|(1) Posted by Michael McDowell [Wednesday, Jan 13, 2021 21:43]|
In the latest issue of The Problemist there is a reference to "the Templar theme".
Can anyone enlighten me as to its origin?
|(2) Posted by Adrian Storisteanu [Wednesday, Jan 13, 2021 22:33]|
|(3) Posted by Neal Turner [Thursday, Jan 14, 2021 17:19]|
Never heard of the Templar Theme, however there's also a reference to 'masked selfblocking', which I think is not quite correct.
A 'masked' effect is one in which the idea becomes evident after a move by the opponent* - in this case the selfblocking effect happens after a move of the queen's own king.
So maybe it should be referred to as 'anticipatory selfblocking'
*Encyclopedia page 272
Edit - I've just noticed the WB is guarding the blocking square - ok so it is White's move - unguarding the square - which affirms the blocking effect.
So 'masked selfblocking' is correct after all - sorry!
|(4) Posted by Geoff Foster [Thursday, Jan 14, 2021 23:34]|
Here is the problem.
The Problemist 2021
(= 4+7 )
H#3 (b) Pc2>c4
(a) 1.Bf3 c4 2.Qe3 c3 3.Ke4 Bg6#
(b) 1.Bf6 c5 2.Qf7 c4 3.Ke6 Bg4#
Umnov effects and model mates in Meredith. W1 line openings. B2 masked selfblocking (Templar theme).
|(5) Posted by Hauke Reddmann [Friday, Jan 15, 2021 10:43]|
Chiming in (since that has potential for my usual
nomenclature-trolling, poor Wieland :-) -
"anticipatory" (D = voraus)
An effect is only completed by a later move of the same side
"masked" (D = maskiert)
An effect is only completed by a later move of the other side
Is that standard usage?
Must the effect be beneficial for that side? (If no, how are
negative later effects called then? Somehow, anticipatory
shooting one's own foot makes no sense, language-wise)

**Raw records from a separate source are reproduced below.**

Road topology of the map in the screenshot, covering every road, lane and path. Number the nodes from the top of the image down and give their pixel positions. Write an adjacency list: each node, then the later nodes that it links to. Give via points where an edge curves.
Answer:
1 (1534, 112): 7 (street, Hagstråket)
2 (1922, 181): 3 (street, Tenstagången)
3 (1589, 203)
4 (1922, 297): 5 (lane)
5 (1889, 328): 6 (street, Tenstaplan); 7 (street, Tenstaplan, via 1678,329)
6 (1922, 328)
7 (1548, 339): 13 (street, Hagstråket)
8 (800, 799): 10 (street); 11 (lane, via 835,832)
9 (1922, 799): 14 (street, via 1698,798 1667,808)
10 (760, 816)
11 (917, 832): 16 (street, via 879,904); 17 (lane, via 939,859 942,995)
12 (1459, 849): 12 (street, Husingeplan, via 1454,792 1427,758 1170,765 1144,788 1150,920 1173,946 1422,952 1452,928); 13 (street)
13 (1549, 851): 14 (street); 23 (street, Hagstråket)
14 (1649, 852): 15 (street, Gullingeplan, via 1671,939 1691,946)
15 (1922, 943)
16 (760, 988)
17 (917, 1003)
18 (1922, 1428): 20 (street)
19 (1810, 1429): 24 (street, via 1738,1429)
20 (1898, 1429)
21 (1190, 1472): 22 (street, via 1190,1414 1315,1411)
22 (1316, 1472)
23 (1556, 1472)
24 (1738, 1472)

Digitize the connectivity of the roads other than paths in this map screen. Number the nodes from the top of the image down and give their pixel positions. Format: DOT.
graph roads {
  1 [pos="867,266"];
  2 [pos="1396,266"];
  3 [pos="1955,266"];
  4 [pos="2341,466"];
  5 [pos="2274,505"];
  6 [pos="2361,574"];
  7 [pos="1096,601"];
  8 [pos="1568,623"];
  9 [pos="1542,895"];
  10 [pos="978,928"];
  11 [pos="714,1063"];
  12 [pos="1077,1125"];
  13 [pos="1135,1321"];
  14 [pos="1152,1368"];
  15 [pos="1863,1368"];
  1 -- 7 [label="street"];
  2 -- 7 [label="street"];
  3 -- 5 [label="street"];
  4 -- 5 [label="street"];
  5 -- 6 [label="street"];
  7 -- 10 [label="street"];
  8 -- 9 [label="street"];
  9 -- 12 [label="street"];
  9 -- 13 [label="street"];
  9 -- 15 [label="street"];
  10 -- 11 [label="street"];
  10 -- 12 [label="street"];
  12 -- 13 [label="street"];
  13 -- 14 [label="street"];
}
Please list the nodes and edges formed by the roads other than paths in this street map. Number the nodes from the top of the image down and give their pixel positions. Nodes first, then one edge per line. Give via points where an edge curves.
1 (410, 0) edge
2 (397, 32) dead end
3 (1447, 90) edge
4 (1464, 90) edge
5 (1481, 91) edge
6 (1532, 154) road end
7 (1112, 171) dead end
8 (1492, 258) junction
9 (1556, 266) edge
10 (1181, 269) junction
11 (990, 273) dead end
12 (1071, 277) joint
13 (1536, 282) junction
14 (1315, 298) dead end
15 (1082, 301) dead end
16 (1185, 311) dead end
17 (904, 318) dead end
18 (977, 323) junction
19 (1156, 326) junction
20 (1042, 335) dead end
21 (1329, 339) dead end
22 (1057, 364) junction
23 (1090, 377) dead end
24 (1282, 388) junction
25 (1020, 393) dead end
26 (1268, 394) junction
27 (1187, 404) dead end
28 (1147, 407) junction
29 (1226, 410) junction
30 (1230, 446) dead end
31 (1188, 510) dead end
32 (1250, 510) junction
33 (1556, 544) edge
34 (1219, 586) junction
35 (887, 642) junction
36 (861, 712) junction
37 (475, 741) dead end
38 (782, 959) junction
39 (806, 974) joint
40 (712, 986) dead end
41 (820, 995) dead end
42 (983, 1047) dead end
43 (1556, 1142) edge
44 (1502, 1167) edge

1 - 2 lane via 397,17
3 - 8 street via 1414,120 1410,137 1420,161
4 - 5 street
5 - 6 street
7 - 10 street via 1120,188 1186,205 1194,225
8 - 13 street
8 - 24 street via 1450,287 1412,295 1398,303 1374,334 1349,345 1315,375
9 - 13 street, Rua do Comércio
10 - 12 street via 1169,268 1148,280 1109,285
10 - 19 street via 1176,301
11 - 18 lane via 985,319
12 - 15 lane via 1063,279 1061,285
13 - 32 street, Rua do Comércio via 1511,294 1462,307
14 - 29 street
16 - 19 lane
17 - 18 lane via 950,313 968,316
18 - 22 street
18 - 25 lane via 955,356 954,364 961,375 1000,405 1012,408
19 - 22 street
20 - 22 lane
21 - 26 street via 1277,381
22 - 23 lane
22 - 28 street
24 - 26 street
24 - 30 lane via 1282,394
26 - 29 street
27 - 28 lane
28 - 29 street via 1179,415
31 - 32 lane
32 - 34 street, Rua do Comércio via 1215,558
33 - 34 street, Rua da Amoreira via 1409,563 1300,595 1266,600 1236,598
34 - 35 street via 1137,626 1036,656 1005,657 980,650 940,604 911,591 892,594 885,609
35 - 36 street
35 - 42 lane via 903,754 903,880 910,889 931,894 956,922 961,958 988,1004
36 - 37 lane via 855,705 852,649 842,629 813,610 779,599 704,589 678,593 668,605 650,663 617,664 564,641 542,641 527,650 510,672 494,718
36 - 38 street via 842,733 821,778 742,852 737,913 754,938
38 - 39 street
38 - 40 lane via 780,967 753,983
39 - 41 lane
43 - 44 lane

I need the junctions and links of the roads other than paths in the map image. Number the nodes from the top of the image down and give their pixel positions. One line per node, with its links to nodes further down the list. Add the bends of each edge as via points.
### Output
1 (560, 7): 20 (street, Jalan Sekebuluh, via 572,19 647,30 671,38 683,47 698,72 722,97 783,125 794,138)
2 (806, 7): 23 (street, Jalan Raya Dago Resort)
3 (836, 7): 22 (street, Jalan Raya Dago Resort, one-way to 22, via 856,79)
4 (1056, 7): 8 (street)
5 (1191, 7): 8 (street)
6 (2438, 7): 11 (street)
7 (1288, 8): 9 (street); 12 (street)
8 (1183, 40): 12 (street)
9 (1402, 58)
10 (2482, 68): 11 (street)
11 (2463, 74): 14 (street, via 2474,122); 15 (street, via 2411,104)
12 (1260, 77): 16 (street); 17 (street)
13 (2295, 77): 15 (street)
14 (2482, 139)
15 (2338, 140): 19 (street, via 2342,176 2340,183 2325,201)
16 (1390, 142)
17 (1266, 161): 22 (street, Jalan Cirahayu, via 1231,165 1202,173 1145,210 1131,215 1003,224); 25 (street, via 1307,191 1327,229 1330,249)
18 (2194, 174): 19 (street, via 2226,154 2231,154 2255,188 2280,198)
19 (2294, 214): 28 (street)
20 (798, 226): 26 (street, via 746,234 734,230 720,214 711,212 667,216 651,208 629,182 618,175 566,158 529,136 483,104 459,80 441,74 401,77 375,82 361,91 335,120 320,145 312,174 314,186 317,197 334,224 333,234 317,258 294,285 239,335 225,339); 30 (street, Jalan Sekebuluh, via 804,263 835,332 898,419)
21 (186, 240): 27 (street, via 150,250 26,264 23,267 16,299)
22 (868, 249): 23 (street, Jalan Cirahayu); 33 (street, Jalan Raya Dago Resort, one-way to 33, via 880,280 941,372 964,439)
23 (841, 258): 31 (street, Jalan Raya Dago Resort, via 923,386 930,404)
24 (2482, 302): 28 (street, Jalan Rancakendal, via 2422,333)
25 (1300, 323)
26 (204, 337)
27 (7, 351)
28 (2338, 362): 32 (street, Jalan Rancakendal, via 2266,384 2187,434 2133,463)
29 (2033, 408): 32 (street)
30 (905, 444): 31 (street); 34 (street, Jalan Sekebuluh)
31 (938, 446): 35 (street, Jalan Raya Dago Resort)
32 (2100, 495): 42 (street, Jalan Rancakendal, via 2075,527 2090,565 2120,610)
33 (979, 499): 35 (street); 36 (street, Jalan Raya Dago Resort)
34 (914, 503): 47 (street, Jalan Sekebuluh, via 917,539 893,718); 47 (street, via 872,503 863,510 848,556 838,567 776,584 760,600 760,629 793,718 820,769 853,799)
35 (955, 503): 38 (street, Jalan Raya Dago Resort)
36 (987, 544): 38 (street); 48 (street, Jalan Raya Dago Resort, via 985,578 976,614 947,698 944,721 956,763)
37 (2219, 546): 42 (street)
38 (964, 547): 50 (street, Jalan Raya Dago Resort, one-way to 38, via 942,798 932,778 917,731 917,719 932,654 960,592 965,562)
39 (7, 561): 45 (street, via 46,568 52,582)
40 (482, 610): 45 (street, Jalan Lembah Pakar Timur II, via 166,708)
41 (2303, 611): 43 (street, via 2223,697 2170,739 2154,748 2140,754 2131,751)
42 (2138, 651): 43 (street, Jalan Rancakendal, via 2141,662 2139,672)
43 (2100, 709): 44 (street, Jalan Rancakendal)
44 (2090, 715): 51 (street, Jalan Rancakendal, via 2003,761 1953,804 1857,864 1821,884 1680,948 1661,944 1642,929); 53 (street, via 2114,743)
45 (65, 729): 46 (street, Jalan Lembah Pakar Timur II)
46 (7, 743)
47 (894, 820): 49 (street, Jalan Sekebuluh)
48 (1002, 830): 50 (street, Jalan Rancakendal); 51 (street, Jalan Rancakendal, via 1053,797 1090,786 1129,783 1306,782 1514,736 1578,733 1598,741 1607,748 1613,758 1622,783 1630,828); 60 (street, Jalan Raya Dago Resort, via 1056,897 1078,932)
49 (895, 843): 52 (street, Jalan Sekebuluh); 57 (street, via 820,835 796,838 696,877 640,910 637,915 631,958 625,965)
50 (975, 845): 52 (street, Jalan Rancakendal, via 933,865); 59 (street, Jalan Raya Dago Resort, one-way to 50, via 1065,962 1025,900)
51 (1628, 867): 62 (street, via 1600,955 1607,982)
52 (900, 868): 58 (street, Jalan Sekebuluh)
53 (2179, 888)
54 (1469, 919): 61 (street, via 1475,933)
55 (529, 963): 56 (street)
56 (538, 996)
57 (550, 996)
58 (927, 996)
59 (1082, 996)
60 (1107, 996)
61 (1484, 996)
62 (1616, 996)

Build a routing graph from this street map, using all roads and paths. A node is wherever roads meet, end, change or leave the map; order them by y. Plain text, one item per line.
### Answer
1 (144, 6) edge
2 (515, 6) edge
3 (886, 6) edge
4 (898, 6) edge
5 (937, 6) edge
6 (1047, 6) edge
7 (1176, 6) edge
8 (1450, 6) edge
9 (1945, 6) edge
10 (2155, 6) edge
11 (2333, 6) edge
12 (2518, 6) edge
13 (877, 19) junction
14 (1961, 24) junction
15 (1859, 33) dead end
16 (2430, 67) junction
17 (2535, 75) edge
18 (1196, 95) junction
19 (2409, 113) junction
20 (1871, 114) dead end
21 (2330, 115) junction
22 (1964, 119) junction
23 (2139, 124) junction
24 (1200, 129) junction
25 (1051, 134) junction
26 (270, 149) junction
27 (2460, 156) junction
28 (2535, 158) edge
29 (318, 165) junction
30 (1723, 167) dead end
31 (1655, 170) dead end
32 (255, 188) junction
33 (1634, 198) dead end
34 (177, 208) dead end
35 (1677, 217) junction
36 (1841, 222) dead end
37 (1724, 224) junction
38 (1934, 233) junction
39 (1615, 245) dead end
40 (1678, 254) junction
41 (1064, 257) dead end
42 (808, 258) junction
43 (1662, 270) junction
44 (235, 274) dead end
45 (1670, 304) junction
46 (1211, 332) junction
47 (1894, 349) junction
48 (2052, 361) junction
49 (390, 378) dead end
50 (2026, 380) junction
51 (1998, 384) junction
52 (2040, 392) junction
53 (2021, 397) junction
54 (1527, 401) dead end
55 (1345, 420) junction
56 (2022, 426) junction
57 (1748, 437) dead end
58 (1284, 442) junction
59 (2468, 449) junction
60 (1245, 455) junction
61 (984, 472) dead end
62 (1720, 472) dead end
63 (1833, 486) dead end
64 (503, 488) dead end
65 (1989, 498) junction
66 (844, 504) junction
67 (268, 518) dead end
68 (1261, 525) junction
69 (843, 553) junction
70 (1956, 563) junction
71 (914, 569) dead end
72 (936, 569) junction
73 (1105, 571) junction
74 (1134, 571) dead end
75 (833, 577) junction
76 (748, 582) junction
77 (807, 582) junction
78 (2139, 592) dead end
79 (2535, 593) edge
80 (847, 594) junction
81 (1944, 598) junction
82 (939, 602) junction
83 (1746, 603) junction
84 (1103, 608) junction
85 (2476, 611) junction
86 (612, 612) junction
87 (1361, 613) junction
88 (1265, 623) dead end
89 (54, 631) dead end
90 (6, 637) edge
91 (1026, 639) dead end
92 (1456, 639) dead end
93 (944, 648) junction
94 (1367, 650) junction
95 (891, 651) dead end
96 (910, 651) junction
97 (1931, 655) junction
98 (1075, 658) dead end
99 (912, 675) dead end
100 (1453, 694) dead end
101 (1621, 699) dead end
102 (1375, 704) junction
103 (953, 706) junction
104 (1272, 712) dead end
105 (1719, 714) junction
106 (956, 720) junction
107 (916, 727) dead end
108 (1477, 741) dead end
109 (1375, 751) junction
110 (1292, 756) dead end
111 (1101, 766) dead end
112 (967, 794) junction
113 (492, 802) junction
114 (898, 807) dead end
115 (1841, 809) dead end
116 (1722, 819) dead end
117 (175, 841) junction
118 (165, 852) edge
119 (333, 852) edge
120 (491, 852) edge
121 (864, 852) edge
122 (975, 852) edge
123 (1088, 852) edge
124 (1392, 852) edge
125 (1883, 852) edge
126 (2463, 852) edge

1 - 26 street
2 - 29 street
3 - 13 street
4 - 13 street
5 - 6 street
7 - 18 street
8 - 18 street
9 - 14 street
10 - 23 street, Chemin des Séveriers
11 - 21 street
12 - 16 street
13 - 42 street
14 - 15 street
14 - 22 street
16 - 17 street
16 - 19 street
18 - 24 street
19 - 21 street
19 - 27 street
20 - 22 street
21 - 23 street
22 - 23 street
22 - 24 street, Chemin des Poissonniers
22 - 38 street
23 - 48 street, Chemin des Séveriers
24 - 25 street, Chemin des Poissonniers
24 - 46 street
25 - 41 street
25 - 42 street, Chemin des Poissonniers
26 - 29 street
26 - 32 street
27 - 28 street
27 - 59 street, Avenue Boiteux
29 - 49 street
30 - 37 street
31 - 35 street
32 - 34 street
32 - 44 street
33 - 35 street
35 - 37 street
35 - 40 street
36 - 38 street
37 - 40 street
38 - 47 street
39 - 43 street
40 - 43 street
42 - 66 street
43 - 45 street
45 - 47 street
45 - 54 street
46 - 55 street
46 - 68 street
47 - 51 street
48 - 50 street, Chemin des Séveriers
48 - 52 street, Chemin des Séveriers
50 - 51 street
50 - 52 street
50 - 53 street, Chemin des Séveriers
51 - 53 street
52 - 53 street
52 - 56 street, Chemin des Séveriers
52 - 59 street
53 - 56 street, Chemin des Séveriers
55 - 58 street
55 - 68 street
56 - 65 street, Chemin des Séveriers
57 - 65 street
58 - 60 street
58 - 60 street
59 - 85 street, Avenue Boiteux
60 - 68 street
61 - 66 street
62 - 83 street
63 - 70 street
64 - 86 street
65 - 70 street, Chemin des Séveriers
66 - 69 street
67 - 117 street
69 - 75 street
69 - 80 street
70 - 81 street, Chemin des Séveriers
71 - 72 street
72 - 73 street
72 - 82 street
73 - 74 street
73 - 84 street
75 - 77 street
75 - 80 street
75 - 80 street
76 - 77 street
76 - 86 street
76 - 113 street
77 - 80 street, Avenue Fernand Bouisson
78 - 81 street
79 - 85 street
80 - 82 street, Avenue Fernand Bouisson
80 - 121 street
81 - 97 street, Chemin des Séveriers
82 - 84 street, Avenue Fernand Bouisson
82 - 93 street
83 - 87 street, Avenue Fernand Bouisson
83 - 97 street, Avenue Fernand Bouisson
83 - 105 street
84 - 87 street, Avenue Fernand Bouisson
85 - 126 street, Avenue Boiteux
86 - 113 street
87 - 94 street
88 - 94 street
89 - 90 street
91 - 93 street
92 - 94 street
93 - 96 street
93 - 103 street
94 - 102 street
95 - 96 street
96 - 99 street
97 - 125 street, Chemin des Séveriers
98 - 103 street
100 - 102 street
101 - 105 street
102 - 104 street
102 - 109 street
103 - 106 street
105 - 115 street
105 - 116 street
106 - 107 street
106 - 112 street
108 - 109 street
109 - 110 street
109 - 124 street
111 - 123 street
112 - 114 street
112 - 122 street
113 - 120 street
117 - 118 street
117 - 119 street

|(6) Posted by Frank Richter [Friday, Jan 15, 2021 16:42]|
Looking at the h#3 could it be possible to say, that the blocks on f3/f7 are anticipatory AND masked:
"anticipatory" - the effect "block" is completed by a later move of the black king,
"masked" - the effect "block" is completed by a later move of the white bishop.
Of course the use of the term "masked" is quite unusual here, but why not?
|(7) Posted by Nikola Predrag [Friday, Jan 15, 2021 20:52]|
Because it's improper. Of course, poetic metaphor about a single particular problem is OK, but as a general term it's wrong. Especially since the term is already used pretty properly.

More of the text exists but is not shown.